**Available records:**
- Opening Delimiter -

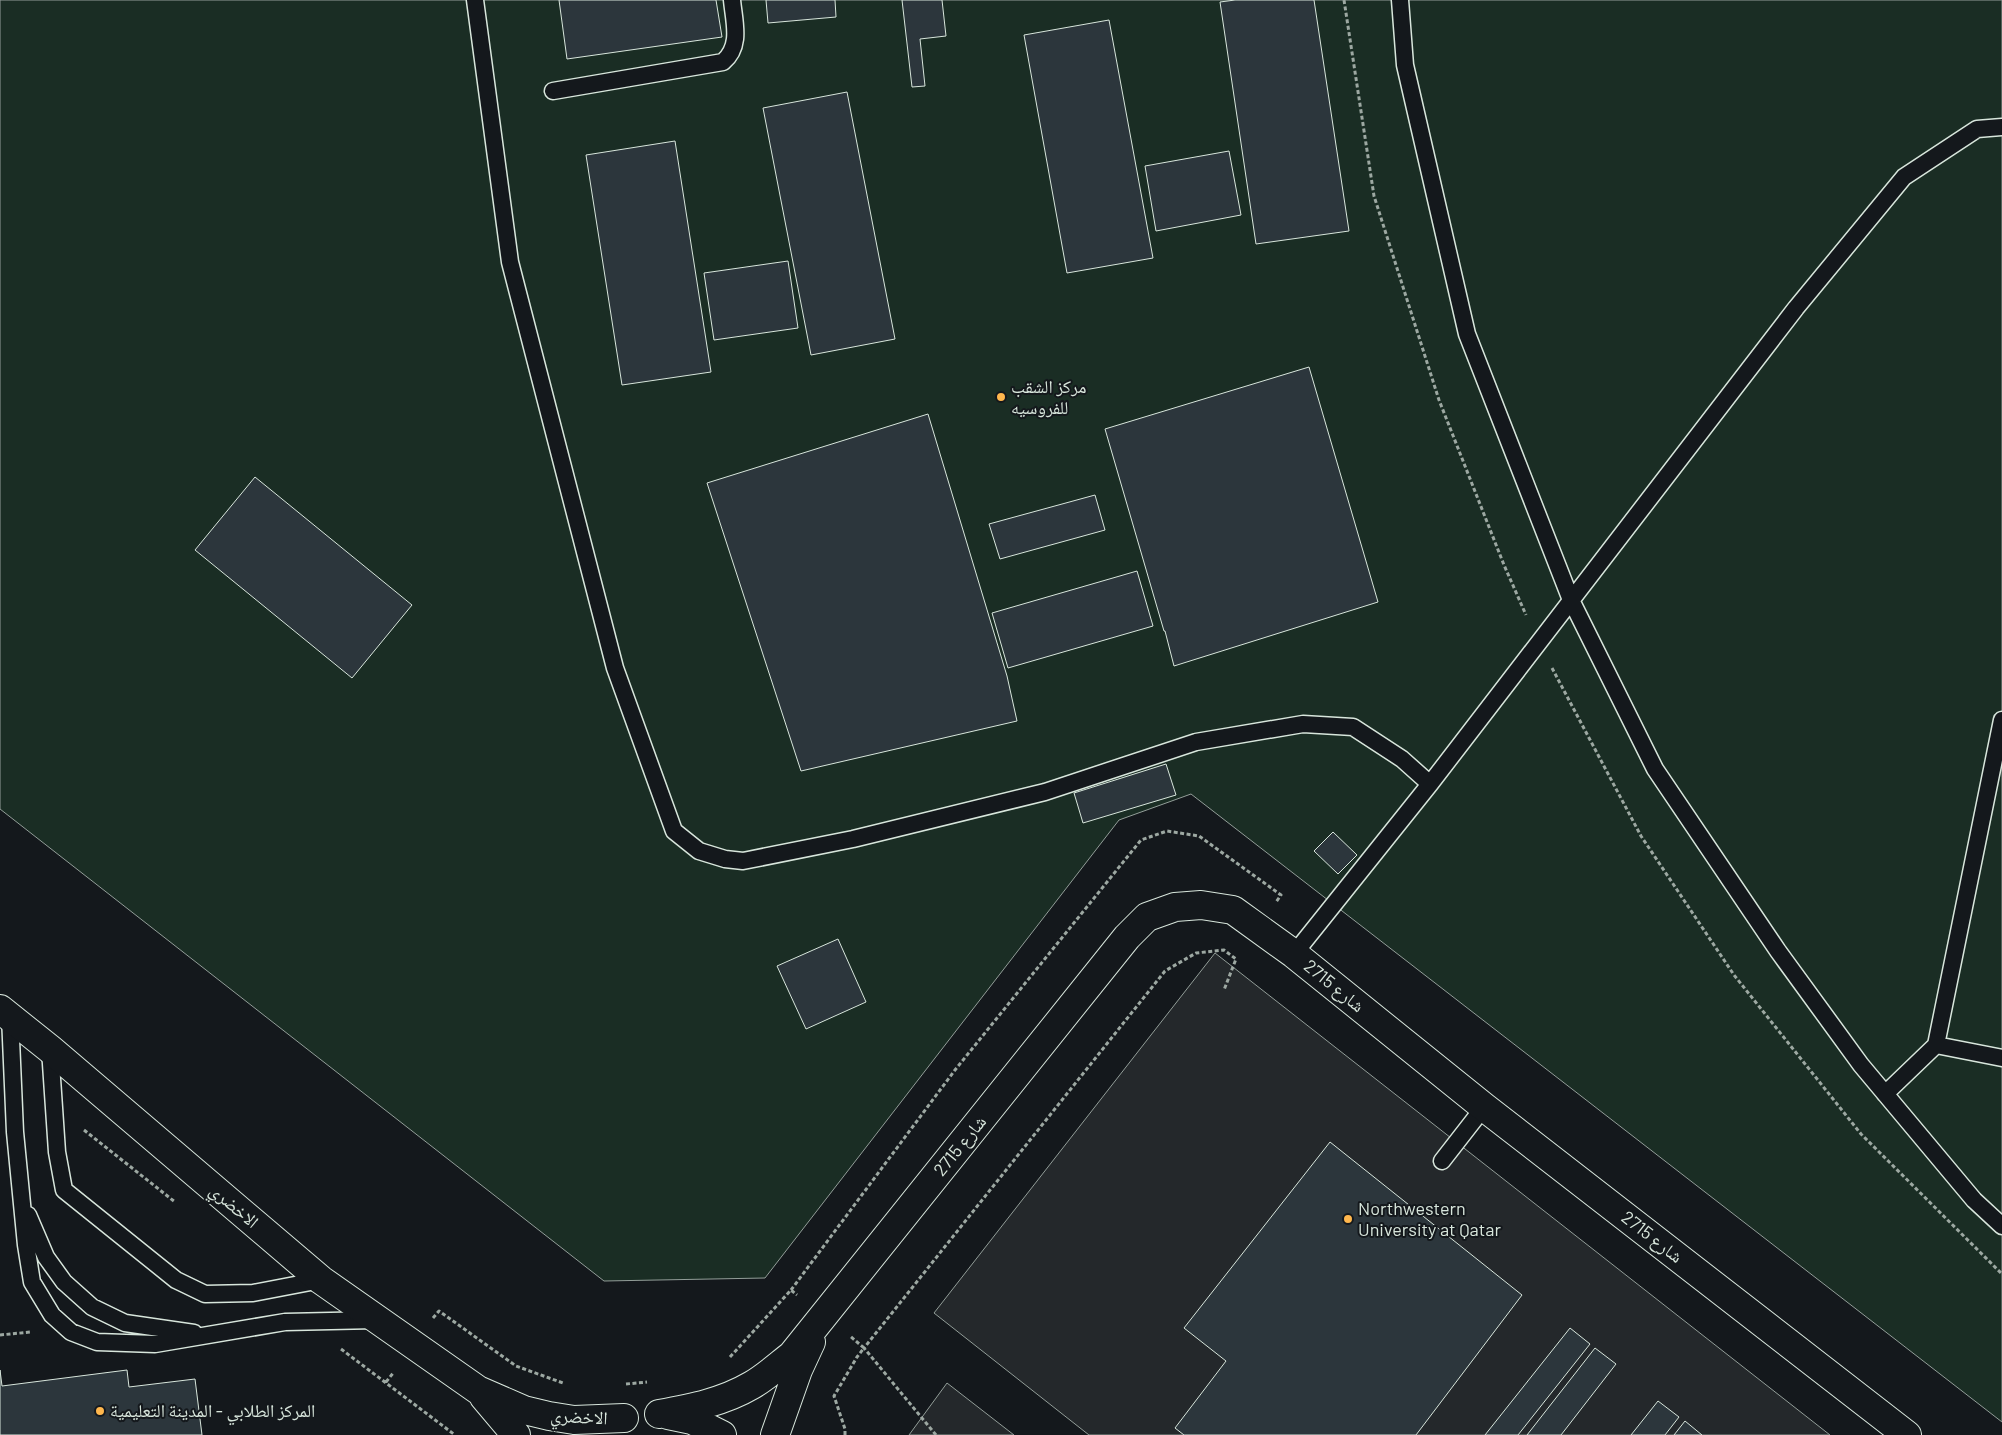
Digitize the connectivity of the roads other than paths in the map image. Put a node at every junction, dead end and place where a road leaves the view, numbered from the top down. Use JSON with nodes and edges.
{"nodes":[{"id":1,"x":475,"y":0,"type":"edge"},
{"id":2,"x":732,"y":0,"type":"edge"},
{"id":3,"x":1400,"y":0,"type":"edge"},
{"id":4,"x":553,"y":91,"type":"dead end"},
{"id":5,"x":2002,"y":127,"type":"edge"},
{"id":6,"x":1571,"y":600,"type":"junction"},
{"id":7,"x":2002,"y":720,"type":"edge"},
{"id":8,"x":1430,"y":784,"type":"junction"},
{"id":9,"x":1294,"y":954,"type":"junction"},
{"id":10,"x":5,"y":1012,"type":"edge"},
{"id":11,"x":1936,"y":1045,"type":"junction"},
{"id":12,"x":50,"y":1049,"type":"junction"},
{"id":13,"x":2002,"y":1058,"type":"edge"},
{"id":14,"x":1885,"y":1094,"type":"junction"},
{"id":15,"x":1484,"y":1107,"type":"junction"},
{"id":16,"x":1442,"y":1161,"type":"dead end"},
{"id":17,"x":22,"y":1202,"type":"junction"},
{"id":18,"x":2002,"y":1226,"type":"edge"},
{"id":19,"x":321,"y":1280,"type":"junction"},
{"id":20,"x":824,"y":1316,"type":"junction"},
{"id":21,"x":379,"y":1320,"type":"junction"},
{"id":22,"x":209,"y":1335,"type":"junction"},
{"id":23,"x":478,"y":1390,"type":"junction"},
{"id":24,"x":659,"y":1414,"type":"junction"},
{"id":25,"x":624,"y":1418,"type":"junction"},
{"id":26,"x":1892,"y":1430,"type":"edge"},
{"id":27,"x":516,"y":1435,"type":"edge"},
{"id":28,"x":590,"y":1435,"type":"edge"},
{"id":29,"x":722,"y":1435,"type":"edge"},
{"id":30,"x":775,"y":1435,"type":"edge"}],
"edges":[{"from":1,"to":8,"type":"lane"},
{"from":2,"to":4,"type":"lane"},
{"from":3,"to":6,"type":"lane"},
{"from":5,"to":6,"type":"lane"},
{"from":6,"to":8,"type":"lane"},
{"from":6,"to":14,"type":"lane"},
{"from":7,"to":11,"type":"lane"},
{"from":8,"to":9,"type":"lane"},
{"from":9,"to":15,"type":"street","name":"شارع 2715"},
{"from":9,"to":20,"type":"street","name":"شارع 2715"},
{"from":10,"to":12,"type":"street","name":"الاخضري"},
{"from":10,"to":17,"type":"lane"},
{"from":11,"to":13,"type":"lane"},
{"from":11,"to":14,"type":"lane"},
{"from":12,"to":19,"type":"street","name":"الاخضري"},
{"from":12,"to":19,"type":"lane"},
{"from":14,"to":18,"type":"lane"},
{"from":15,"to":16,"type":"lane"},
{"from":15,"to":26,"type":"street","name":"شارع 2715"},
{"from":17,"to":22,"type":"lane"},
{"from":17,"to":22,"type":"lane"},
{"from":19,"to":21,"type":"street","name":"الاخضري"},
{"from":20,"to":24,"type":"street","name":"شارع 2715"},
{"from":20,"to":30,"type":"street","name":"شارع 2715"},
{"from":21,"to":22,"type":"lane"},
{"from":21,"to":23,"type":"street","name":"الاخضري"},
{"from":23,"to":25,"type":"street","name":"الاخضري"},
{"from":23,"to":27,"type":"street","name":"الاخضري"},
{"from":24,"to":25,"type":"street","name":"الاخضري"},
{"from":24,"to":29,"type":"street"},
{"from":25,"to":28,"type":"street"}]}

- Closing Delimiter -

**Your objective:**
Recreate the listing above word for word, dropping each picture it contains.

**Output for this exercise:**
Digitize the connectivity of the roads other than paths in the map image. Put a node at every junction, dead end and place where a road leaves the view, numbered from the top down. Use JSON with nodes and edges.
{"nodes":[{"id":1,"x":475,"y":0,"type":"edge"},
{"id":2,"x":732,"y":0,"type":"edge"},
{"id":3,"x":1400,"y":0,"type":"edge"},
{"id":4,"x":553,"y":91,"type":"dead end"},
{"id":5,"x":2002,"y":127,"type":"edge"},
{"id":6,"x":1571,"y":600,"type":"junction"},
{"id":7,"x":2002,"y":720,"type":"edge"},
{"id":8,"x":1430,"y":784,"type":"junction"},
{"id":9,"x":1294,"y":954,"type":"junction"},
{"id":10,"x":5,"y":1012,"type":"edge"},
{"id":11,"x":1936,"y":1045,"type":"junction"},
{"id":12,"x":50,"y":1049,"type":"junction"},
{"id":13,"x":2002,"y":1058,"type":"edge"},
{"id":14,"x":1885,"y":1094,"type":"junction"},
{"id":15,"x":1484,"y":1107,"type":"junction"},
{"id":16,"x":1442,"y":1161,"type":"dead end"},
{"id":17,"x":22,"y":1202,"type":"junction"},
{"id":18,"x":2002,"y":1226,"type":"edge"},
{"id":19,"x":321,"y":1280,"type":"junction"},
{"id":20,"x":824,"y":1316,"type":"junction"},
{"id":21,"x":379,"y":1320,"type":"junction"},
{"id":22,"x":209,"y":1335,"type":"junction"},
{"id":23,"x":478,"y":1390,"type":"junction"},
{"id":24,"x":659,"y":1414,"type":"junction"},
{"id":25,"x":624,"y":1418,"type":"junction"},
{"id":26,"x":1892,"y":1430,"type":"edge"},
{"id":27,"x":516,"y":1435,"type":"edge"},
{"id":28,"x":590,"y":1435,"type":"edge"},
{"id":29,"x":722,"y":1435,"type":"edge"},
{"id":30,"x":775,"y":1435,"type":"edge"}],
"edges":[{"from":1,"to":8,"type":"lane"},
{"from":2,"to":4,"type":"lane"},
{"from":3,"to":6,"type":"lane"},
{"from":5,"to":6,"type":"lane"},
{"from":6,"to":8,"type":"lane"},
{"from":6,"to":14,"type":"lane"},
{"from":7,"to":11,"type":"lane"},
{"from":8,"to":9,"type":"lane"},
{"from":9,"to":15,"type":"street","name":"شارع 2715"},
{"from":9,"to":20,"type":"street","name":"شارع 2715"},
{"from":10,"to":12,"type":"street","name":"الاخضري"},
{"from":10,"to":17,"type":"lane"},
{"from":11,"to":13,"type":"lane"},
{"from":11,"to":14,"type":"lane"},
{"from":12,"to":19,"type":"street","name":"الاخضري"},
{"from":12,"to":19,"type":"lane"},
{"from":14,"to":18,"type":"lane"},
{"from":15,"to":16,"type":"lane"},
{"from":15,"to":26,"type":"street","name":"شارع 2715"},
{"from":17,"to":22,"type":"lane"},
{"from":17,"to":22,"type":"lane"},
{"from":19,"to":21,"type":"street","name":"الاخضري"},
{"from":20,"to":24,"type":"street","name":"شارع 2715"},
{"from":20,"to":30,"type":"street","name":"شارع 2715"},
{"from":21,"to":22,"type":"lane"},
{"from":21,"to":23,"type":"street","name":"الاخضري"},
{"from":23,"to":25,"type":"street","name":"الاخضري"},
{"from":23,"to":27,"type":"street","name":"الاخضري"},
{"from":24,"to":25,"type":"street","name":"الاخضري"},
{"from":24,"to":29,"type":"street"},
{"from":25,"to":28,"type":"street"}]}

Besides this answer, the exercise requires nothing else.